• [Task description] Filter the entries below, keeping every line that has the word "connectivity".

• [The data]
##############################

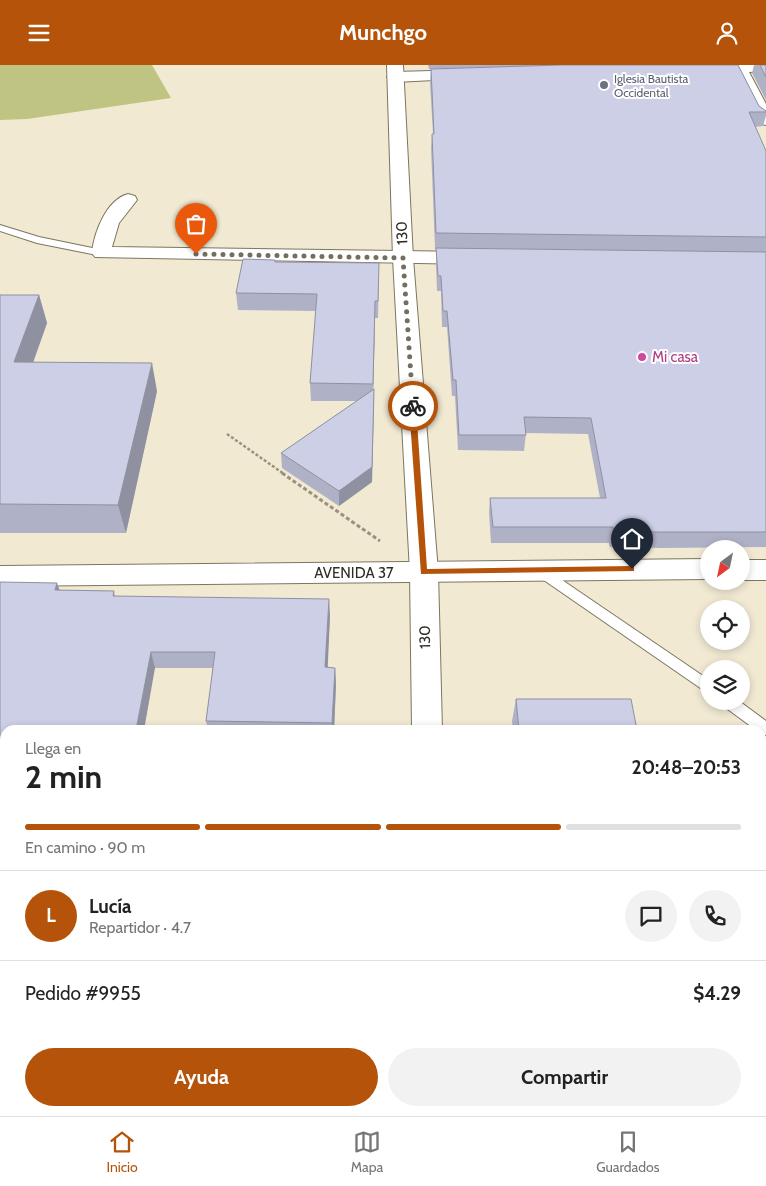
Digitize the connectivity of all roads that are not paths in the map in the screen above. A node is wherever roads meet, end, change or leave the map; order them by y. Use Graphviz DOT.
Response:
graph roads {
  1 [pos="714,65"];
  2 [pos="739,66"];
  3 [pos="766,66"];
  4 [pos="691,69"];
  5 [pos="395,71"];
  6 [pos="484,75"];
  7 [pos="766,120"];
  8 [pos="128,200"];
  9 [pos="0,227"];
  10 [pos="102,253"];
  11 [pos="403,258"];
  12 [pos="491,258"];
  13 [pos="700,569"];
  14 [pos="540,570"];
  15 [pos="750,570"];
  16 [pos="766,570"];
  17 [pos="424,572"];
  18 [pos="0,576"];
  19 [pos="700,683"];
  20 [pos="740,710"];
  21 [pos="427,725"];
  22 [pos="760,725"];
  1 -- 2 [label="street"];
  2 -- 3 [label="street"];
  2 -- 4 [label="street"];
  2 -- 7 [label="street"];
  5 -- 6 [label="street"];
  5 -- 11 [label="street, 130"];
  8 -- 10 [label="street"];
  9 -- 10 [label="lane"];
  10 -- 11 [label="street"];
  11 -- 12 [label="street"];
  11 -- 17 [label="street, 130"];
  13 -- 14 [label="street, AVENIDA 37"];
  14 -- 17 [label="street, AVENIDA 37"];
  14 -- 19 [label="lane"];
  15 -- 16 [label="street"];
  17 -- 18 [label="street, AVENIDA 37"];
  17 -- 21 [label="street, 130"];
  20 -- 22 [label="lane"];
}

##############################

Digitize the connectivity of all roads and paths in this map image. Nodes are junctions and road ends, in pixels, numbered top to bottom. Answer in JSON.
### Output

##############################

• [Written solution]
Digitize the connectivity of all roads that are not paths in the map in the screen above. A node is wherever roads meet, end, change or leave the map; order them by y. Use Graphviz DOT.
Digitize the connectivity of all roads and paths in this map image. Nodes are junctions and road ends, in pixels, numbered top to bottom. Answer in JSON.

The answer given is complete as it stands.